PROBLEM DETAILS: Your task is to copy each line of the material below that includes "Avenida".

══ RECORDS SUPPLIED

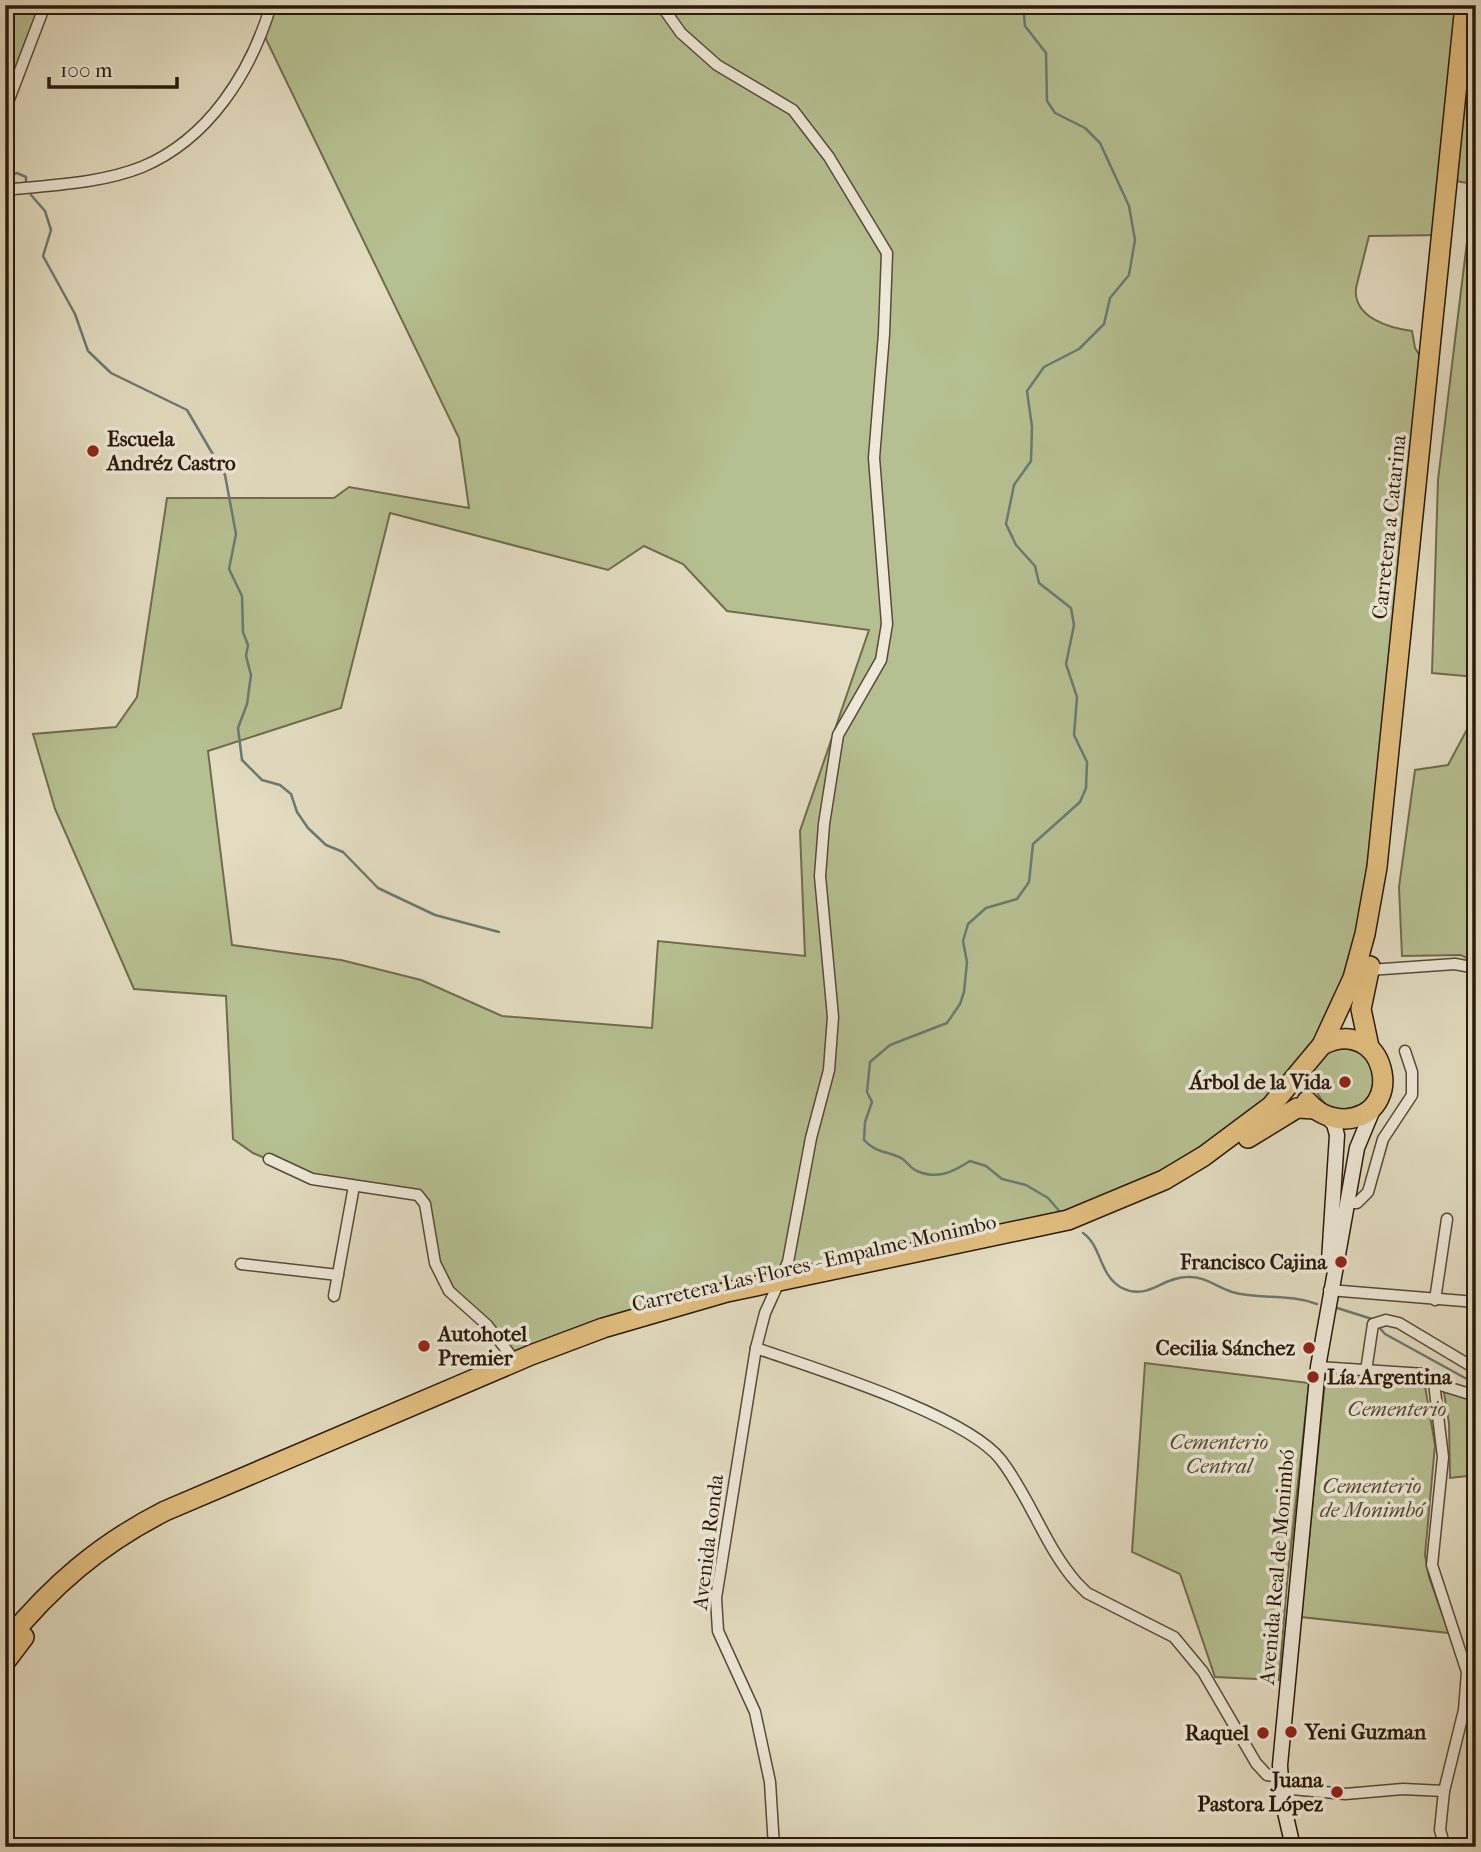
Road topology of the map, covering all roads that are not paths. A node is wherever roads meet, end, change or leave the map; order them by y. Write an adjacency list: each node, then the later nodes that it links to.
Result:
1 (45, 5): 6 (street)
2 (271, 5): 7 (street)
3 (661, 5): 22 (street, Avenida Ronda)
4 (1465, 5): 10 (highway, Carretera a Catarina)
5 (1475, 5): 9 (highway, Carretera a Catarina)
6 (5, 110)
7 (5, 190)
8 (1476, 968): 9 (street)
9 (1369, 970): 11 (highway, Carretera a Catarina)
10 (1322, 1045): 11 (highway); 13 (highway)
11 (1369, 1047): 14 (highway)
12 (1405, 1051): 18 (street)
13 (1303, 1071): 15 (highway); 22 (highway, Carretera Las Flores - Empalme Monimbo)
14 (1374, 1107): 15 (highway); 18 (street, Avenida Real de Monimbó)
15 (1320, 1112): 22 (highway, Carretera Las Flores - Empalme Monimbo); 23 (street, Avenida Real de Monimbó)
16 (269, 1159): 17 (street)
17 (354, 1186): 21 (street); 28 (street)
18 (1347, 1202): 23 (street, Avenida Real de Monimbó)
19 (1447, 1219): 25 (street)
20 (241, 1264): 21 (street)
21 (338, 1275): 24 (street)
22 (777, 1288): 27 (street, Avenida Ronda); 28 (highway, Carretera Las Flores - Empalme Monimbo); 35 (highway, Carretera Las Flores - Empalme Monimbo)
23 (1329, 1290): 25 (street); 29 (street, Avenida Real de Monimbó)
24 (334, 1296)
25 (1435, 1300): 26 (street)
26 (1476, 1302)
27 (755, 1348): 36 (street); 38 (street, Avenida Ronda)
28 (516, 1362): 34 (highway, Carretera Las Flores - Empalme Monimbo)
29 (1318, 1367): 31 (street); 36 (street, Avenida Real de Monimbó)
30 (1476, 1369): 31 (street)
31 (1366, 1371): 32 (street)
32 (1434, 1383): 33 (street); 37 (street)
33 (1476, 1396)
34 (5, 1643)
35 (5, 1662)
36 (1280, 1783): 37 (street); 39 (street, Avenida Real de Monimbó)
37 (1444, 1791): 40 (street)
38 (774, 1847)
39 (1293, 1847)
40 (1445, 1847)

════

RESPONSE FOR THIS EXERCISE:
3 (661, 5): 22 (street, Avenida Ronda)
14 (1374, 1107): 15 (highway); 18 (street, Avenida Real de Monimbó)
15 (1320, 1112): 22 (highway, Carretera Las Flores - Empalme Monimbo); 23 (street, Avenida Real de Monimbó)
18 (1347, 1202): 23 (street, Avenida Real de Monimbó)
22 (777, 1288): 27 (street, Avenida Ronda); 28 (highway, Carretera Las Flores - Empalme Monimbo); 35 (highway, Carretera Las Flores - Empalme Monimbo)
23 (1329, 1290): 25 (street); 29 (street, Avenida Real de Monimbó)
27 (755, 1348): 36 (street); 38 (street, Avenida Ronda)
29 (1318, 1367): 31 (street); 36 (street, Avenida Real de Monimbó)
36 (1280, 1783): 37 (street); 39 (street, Avenida Real de Monimbó)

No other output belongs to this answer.